Published: at 11:12 PM

Now that fakeredis 0.3.0 is out I think it’s a good time to discuss the finer points of fakeredis, and why you should consider using it for your redis unit testing needs.

What exactly is fakeredis? Other than the pedantic naming of “fake” instead of “mock”, it is an in memory implementation of the redis client used for python. This allows you to write tests that use the redis-py client interface without having to have redis running.

Setting up redis is not hard, even compiling from source is easy; there’s not even a ./configure step! But unit tests should require no configuration to run. Someone should be able to checkout/clone the repo, and be able to run your unit tests.

There’s one big problem with writing fakes:

How do you know your fake implementation matches the real implementation?
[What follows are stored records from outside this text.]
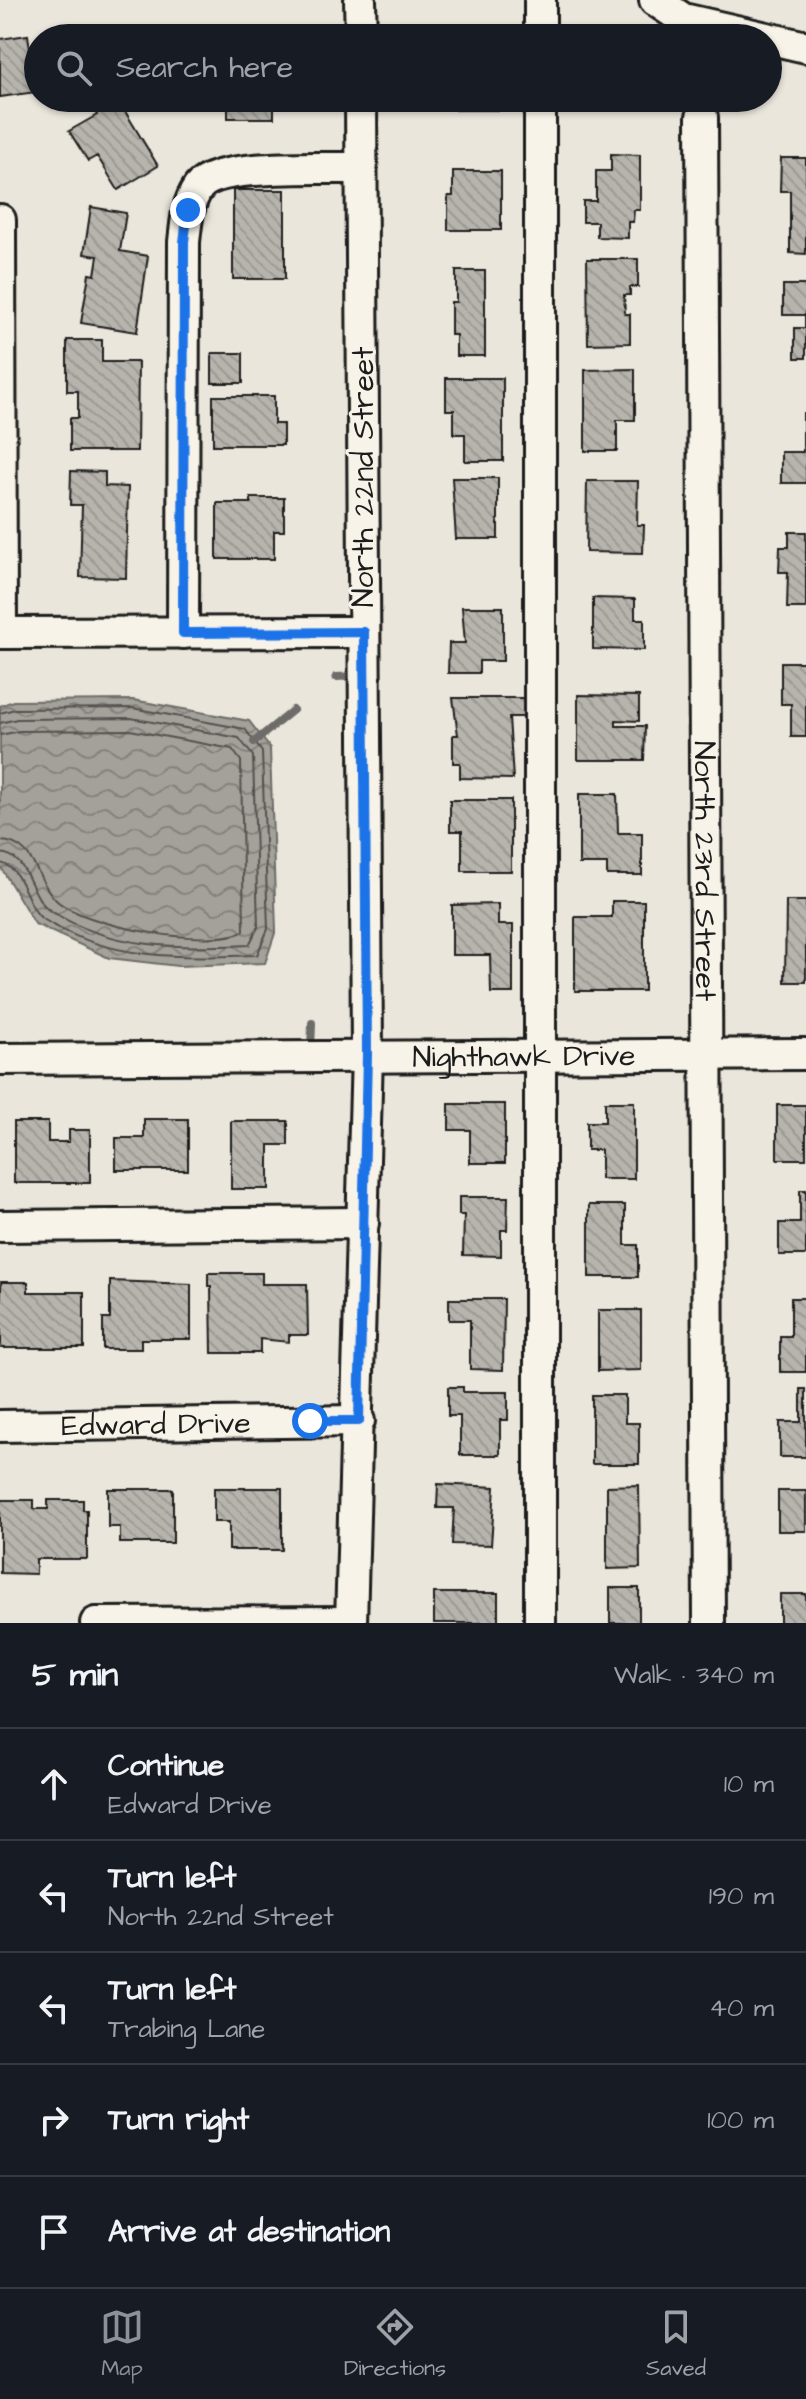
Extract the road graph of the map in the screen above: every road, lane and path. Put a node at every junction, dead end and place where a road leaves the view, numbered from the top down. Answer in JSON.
{"nodes":[{"id":1,"x":360,"y":0,"type":"edge"},
{"id":2,"x":540,"y":0,"type":"edge"},
{"id":3,"x":655,"y":0,"type":"edge"},
{"id":4,"x":361,"y":24,"type":"edge"},
{"id":5,"x":540,"y":24,"type":"edge"},
{"id":6,"x":705,"y":24,"type":"edge"},
{"id":7,"x":782,"y":42,"type":"edge"},
{"id":8,"x":806,"y":47,"type":"edge"},
{"id":9,"x":361,"y":112,"type":"edge"},
{"id":10,"x":540,"y":112,"type":"edge"},
{"id":11,"x":702,"y":117,"type":"dead end"},
{"id":12,"x":361,"y":168,"type":"junction"},
{"id":13,"x":0,"y":220,"type":"edge"},
{"id":14,"x":364,"y":632,"type":"junction"},
{"id":15,"x":0,"y":633,"type":"edge"},
{"id":16,"x":183,"y":633,"type":"junction"},
{"id":17,"x":367,"y":1054,"type":"junction"},
{"id":18,"x":806,"y":1054,"type":"edge"},
{"id":19,"x":540,"y":1056,"type":"junction"},
{"id":20,"x":706,"y":1056,"type":"junction"},
{"id":21,"x":0,"y":1059,"type":"edge"},
{"id":22,"x":363,"y":1223,"type":"junction"},
{"id":23,"x":0,"y":1226,"type":"edge"},
{"id":24,"x":359,"y":1421,"type":"junction"},
{"id":25,"x":0,"y":1426,"type":"edge"},
{"id":26,"x":351,"y":1622,"type":"edge"},
{"id":27,"x":96,"y":1623,"type":"edge"},
{"id":28,"x":540,"y":1623,"type":"edge"},
{"id":29,"x":709,"y":1623,"type":"edge"}],
"edges":[{"from":1,"to":4,"type":"street"},
{"from":2,"to":5,"type":"street"},
{"from":3,"to":6,"type":"street"},
{"from":7,"to":8,"type":"street"},
{"from":9,"to":12,"type":"street","name":"North 22nd Street"},
{"from":10,"to":19,"type":"street"},
{"from":11,"to":20,"type":"street","name":"North 23rd Street"},
{"from":12,"to":14,"type":"street","name":"North 22nd Street"},
{"from":12,"to":16,"type":"street"},
{"from":13,"to":15,"type":"street"},
{"from":14,"to":16,"type":"street"},
{"from":14,"to":17,"type":"street","name":"North 22nd Street"},
{"from":15,"to":16,"type":"street"},
{"from":17,"to":19,"type":"street","name":"Nighthawk Drive"},
{"from":17,"to":21,"type":"street","name":"Nighthawk Drive"},
{"from":17,"to":22,"type":"street","name":"North 22nd Street"},
{"from":18,"to":20,"type":"street","name":"Nighthawk Drive"},
{"from":19,"to":20,"type":"street","name":"Nighthawk Drive"},
{"from":19,"to":28,"type":"street"},
{"from":20,"to":29,"type":"street","name":"North 23rd Street"},
{"from":22,"to":23,"type":"street"},
{"from":22,"to":24,"type":"street","name":"North 22nd Street"},
{"from":24,"to":25,"type":"street","name":"Edward Drive"},
{"from":24,"to":26,"type":"street","name":"North 22nd Street"},
{"from":26,"to":27,"type":"street"}]}
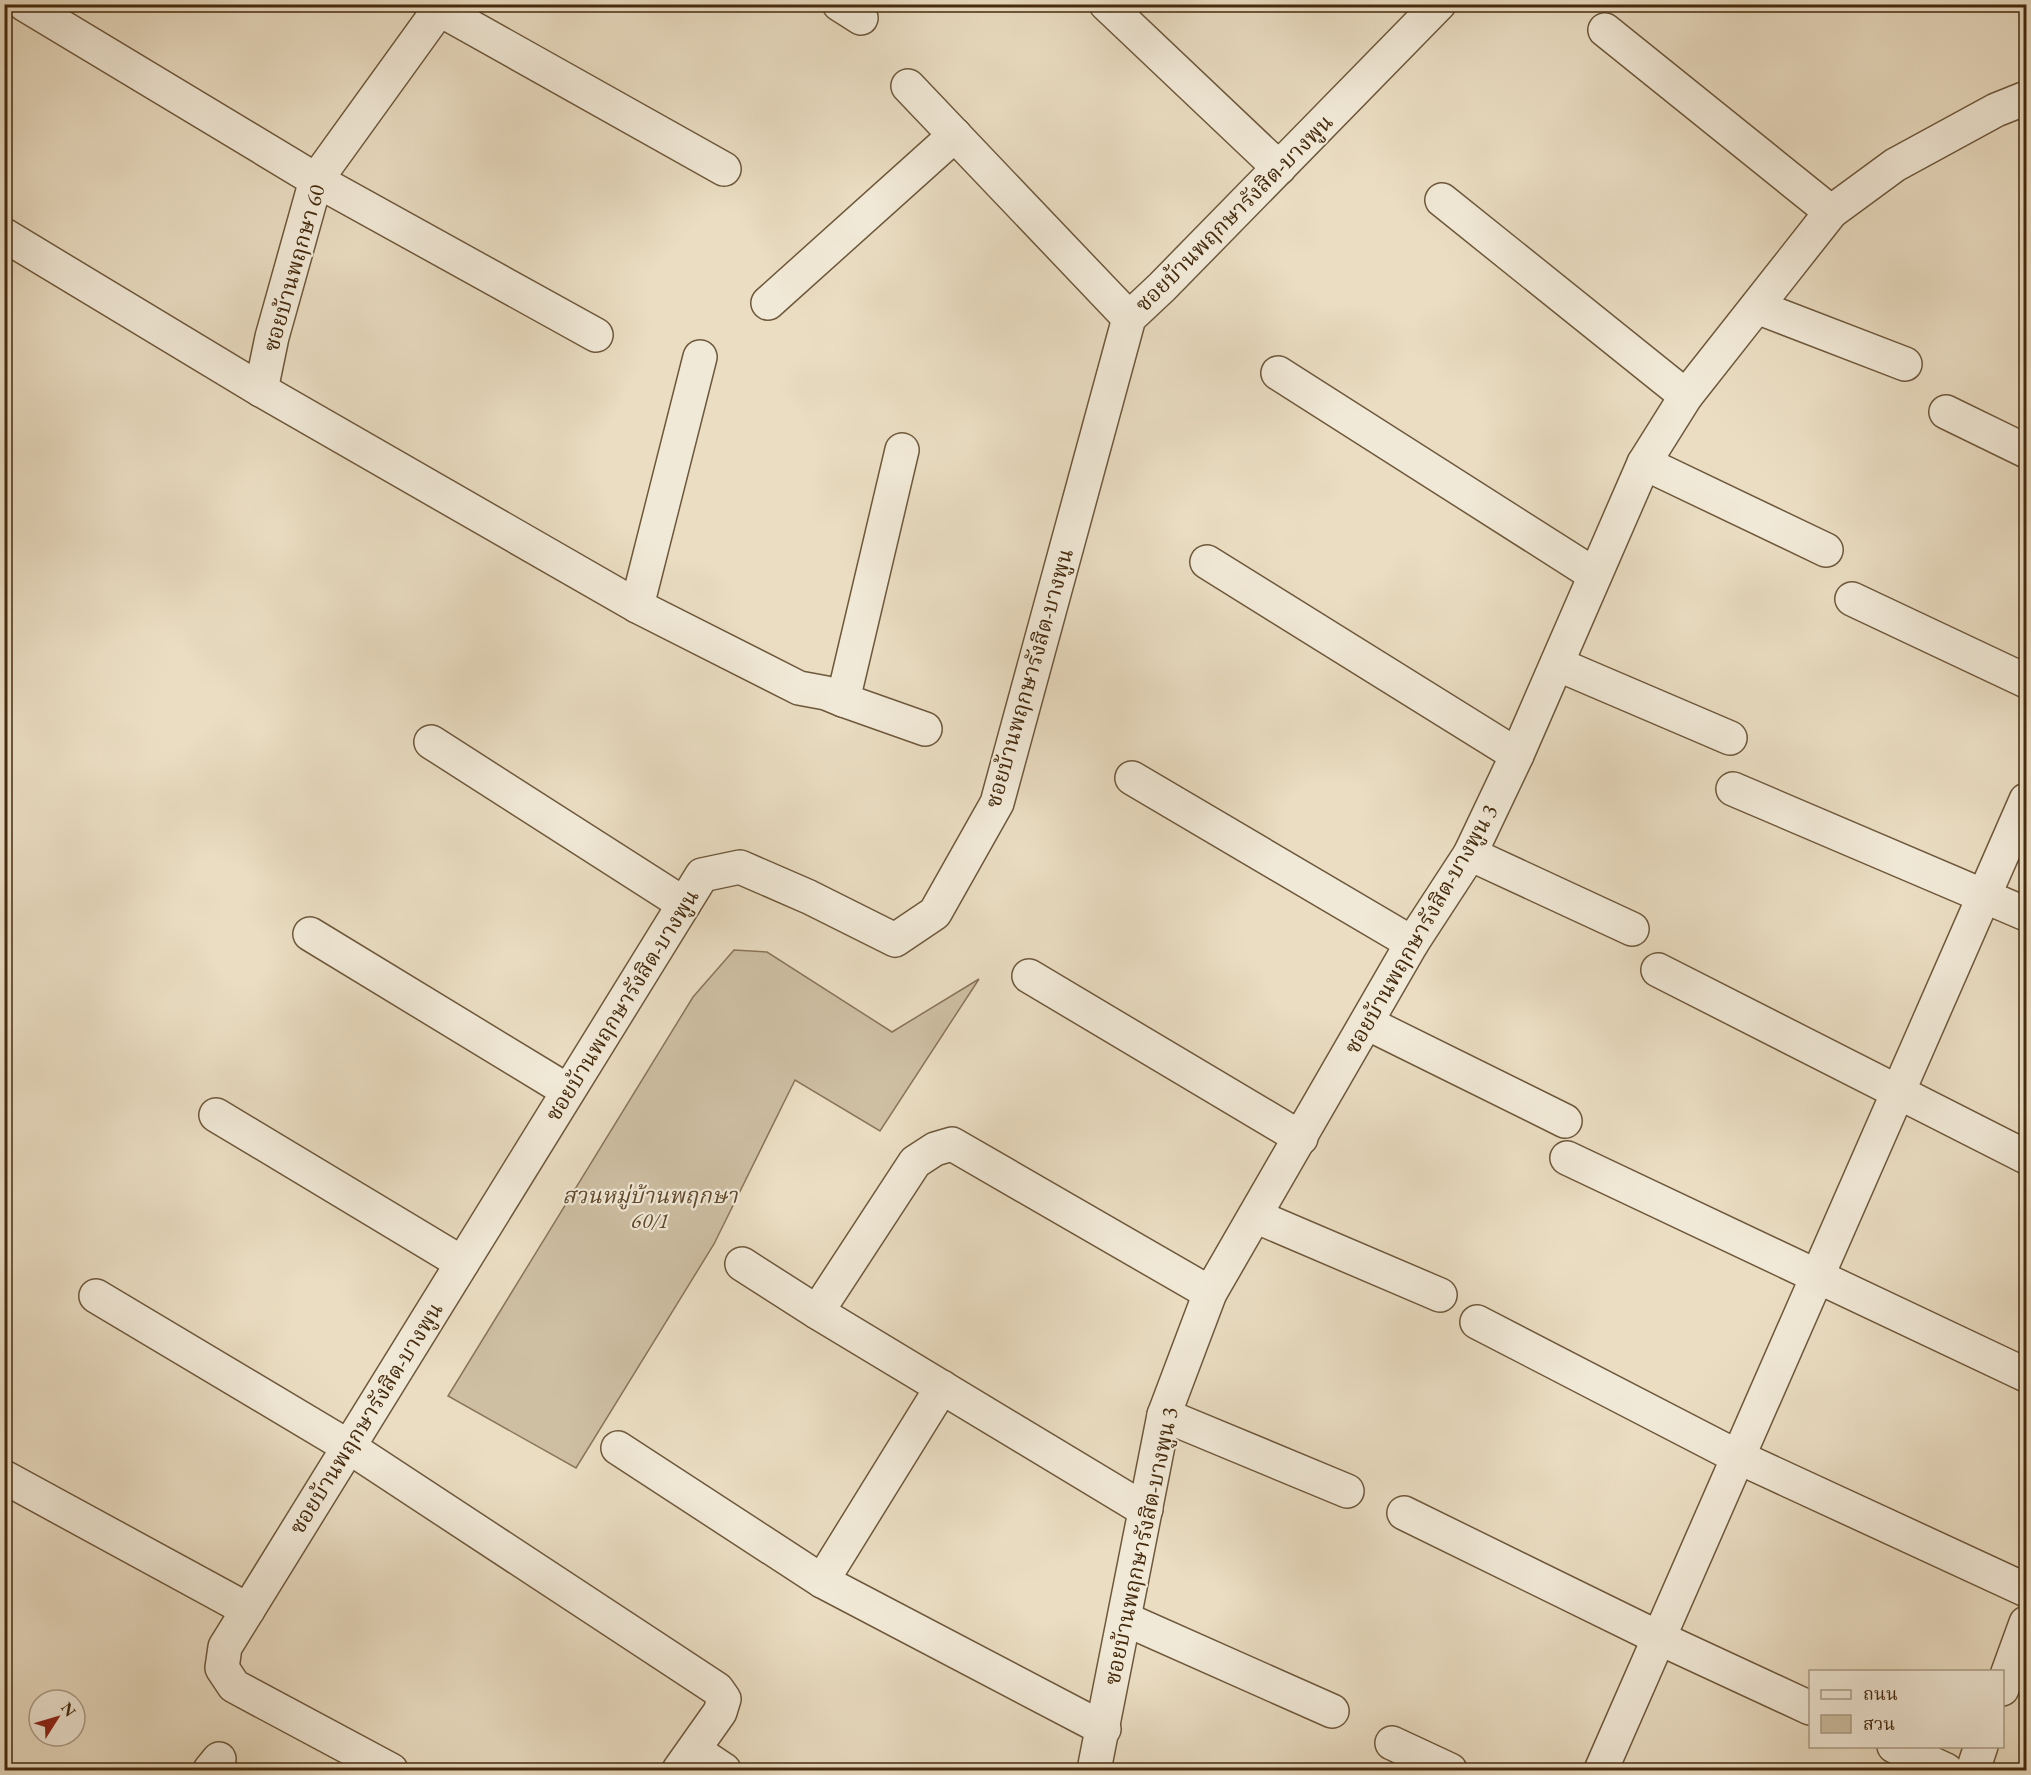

Fakeredis verifies this in a simple way. First, there’s unit tests for fakeredis. And for every unit test for fakeredis, there’s the equivalent integration test that actually talks to a real redis server. This ensures that every single test for fakeredis has the exact same behavior as real redis. There’s nothing worse than writing unit tests against a fake implementation only to find out that the real implementation is actually different!

In fakeredis, this is implemented with a factory method pattern. The fakeredis tests instantiate a fakeredis.FakeRedis class while the real redis integration tests instantiate a redis.Redis instance:

class TestFakeRedis(unittest.TestCase):
    def setUp(self):
        self.redis = self.create_redis()

    def create_redis(self, db=0):
        return fakeredis.FakeStrictRedis(db=db)

    def test_set_then_get(self):
        self.assertEqual(self.redis.set('foo', 'bar'), True)
        self.assertEqual(self.redis.get('foo'), 'bar')


class TestRealRedis(TestFakeRedis):
    def create_redis(self, db=0):
        return redis.Redis('localhost', port=6379, db=db)

Now every test written in the TestFakeRedis class will be automatically run against both a FakeRedis instance and a Redis instance, ensuring parity between the two.

This also makes it easier for contributors. If they notice an inconsistency between fakeredis and redis, they only need to write a single test and they’ll have a simple repro that shows that the test passes for redis but fails against FakeRedis.

And finally test coverage. Every single implemented command in fakeredis has test cases. I only accept contributions for bug fixes/new features if they have tests. I normally don’t worry about actual coverage numbers, but out of curiosity I checked what those numbers actually were:

$ coverage report fakeredis.py
Name        Stmts   Miss  Cover
-------------------------------
fakeredis     640     19    97%

Not bad. Most of the missing lines are either unimplemented commands (pass statements counted as missing coverage) or precondition checks such as:

def zadd(self, name, *args, **kwargs):
   # ...
   if len(args) % 2 != 0:
       raise redis.RedisError("ZADD requires an equal number of "
                              "values and scores")

I do plan on going through and ensuring that all of these precondition checks have tests.